Extracted records:
_ _ _

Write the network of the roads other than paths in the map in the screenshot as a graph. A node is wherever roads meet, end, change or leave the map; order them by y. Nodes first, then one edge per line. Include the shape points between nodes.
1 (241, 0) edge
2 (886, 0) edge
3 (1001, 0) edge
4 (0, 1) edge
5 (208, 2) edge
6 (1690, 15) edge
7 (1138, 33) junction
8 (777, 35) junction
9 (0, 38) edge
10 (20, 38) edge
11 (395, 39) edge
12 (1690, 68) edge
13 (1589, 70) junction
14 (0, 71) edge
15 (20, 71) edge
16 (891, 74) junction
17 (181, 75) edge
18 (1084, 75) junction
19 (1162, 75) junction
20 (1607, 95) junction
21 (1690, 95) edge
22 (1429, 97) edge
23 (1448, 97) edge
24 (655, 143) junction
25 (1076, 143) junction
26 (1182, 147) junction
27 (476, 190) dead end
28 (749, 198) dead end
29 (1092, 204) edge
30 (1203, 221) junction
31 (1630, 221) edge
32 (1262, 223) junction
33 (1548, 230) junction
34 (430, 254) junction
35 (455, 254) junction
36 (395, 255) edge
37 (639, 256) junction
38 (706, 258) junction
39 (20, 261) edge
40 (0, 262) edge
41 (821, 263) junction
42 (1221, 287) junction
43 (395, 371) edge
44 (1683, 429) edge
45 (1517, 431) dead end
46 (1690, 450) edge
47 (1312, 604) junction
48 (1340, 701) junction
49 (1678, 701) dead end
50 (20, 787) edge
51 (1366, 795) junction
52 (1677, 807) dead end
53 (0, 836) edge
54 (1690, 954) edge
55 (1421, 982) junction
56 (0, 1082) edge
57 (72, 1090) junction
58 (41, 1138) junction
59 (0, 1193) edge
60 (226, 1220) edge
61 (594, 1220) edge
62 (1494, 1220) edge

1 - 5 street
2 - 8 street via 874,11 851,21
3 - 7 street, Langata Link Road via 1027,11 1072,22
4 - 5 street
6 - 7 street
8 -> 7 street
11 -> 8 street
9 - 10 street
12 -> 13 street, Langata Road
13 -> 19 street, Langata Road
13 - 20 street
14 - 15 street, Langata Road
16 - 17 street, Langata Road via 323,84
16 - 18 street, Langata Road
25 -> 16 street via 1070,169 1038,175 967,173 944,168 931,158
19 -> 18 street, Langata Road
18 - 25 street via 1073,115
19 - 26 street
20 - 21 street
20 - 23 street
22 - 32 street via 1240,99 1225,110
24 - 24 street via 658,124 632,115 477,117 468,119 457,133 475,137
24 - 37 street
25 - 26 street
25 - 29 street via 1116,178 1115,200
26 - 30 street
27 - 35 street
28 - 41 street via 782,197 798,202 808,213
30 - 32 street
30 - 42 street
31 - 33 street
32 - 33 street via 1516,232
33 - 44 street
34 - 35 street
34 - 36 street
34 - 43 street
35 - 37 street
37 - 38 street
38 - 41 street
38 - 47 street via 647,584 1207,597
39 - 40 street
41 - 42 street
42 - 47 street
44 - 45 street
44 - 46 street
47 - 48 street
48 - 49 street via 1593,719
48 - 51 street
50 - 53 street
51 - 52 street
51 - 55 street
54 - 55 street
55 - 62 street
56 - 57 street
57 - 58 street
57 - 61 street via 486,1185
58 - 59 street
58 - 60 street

_ _ _

Problem statement:
Take each line above that contains "Langata" and copy it out.

Exercise solution:
3 - 7 street, Langata Link Road via 1027,11 1072,22
12 -> 13 street, Langata Road
13 -> 19 street, Langata Road
14 - 15 street, Langata Road
16 - 17 street, Langata Road via 323,84
16 - 18 street, Langata Road
19 -> 18 street, Langata Road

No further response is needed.